Do we really believe that anything happens to us when we die? Do we really, deep down, hold to some kind of agnosticism, some kind of “I don’t know” about what happens after the last time I close my eyes? Does anything? Do I really think that somehow, in some way, I continue to exist? Or, in the immortal words (where do we human beings get that idea of immortality?) of Peggy Lee, “Is that all there is?”
Plenty of people in human history have “had the feeling something was missing” and concluded that is all there is. Carpe diem — live for today, eat drink and be merry, for tomorrow we die (see 1 Corinthians 15:32). In my doubtful moments, is the temptation of carpe diem lurking somewhere around?
Perhaps I’m a tad more optimistic: maybe there’s more to life, just not more to me. Traditional societies, especially in the East, resolved that dilemma by resorting to reincarnation. For them, Shakespeare had it somewhat right: “all the world’s a stage,” except for reincarnational religions, the play never closes and every man is on an eternal hamster wheel of changing costumes and parts for his bit parts in what is ultimately anything but history.
Modern societies, especially in the West, solve the dilemma of more to life but not to me by bringing out my inner “Hair,” humming “Good Morning, Starshine!” My $3.95 worth of chemicals and couple gallons of water just recycle into star dust, nourishing “Mother Earth” to support new life. The advocates of various kinds of active-agency-in-destroying-human-bodies-in-the-name-of-“green” funerary practices, like alkaline hydrolysis (turning you into liquid runoff) express that “faith” well (even if some Christians want to sprinkle some holy water on top of my few liters of H2O).
But those visions — East and West — collide with the human experience of “I.” I want to exist … not as runoff, not as a karma-judged flea, but as me. Not as unconscious effluent but conscious John. Is that an illusion?
For Catholics, this is all “gliddy gloop gloopy, nibby nabba noopy” or — ultimately — kind of dopey.
Catholicism offers me a vision of death that insists that’s not all there is, because no good or even combination of them in this world will exhaust what I really want: a loving relationship between the Supreme Good and me as me (not as stardust or Life Nr. 918313, take 44).

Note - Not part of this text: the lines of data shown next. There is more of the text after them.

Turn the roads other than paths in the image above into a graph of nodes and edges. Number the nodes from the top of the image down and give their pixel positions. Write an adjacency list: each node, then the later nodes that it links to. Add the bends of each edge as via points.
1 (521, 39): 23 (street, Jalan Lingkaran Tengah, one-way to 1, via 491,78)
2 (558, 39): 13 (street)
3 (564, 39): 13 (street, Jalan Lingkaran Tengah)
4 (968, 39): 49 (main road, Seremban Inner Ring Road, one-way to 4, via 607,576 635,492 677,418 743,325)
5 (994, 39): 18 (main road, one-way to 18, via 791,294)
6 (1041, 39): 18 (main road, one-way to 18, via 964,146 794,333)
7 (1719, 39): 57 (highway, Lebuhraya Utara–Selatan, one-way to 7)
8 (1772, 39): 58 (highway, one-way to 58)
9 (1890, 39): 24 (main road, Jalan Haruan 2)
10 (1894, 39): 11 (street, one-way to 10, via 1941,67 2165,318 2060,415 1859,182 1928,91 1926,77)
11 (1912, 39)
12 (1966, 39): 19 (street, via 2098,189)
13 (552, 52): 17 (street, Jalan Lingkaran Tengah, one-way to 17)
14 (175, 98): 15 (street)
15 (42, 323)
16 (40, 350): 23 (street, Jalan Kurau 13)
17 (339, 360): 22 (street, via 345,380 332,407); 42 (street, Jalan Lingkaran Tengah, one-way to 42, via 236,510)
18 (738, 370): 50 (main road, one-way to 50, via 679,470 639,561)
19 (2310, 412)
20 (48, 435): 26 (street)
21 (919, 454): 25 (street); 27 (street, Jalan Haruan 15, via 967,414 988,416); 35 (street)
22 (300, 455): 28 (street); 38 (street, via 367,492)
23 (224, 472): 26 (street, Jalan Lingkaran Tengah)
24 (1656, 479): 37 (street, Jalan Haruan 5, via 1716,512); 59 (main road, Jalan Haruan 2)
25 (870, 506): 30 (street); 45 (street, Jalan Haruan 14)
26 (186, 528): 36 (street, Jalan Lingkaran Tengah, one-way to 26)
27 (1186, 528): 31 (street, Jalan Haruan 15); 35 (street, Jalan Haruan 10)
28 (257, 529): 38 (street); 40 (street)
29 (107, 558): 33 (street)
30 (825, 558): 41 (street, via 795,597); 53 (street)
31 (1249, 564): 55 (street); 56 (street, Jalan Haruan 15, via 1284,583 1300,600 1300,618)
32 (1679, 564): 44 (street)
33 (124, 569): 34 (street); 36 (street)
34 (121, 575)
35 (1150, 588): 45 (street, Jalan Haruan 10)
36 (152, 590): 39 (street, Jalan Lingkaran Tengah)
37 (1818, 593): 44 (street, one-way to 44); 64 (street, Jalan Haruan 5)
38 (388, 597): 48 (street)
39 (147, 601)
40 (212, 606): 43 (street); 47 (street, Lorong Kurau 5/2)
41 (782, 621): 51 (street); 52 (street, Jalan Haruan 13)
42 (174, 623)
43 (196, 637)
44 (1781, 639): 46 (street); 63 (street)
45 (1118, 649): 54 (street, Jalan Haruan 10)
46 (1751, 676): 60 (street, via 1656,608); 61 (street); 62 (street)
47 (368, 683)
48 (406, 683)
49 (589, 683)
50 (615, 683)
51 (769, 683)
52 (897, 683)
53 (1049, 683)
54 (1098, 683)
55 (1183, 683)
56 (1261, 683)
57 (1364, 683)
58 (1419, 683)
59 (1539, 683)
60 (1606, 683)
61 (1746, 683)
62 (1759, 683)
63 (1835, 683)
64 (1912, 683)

Do I take that seriously? Or do I lend credibility to “tooby obba walla, nooby abba naba” siren songs of philosophy and “theology?”
Or do I even think this far?
Perhaps this Lent is the time to make the trip…
P.S. Many dioceses sponsor some version of “The Light Is On for You” programs — programs that make the sacrament of Penance available on a Lenten weeknight, usually Wednesdays, in your parish. Check them out.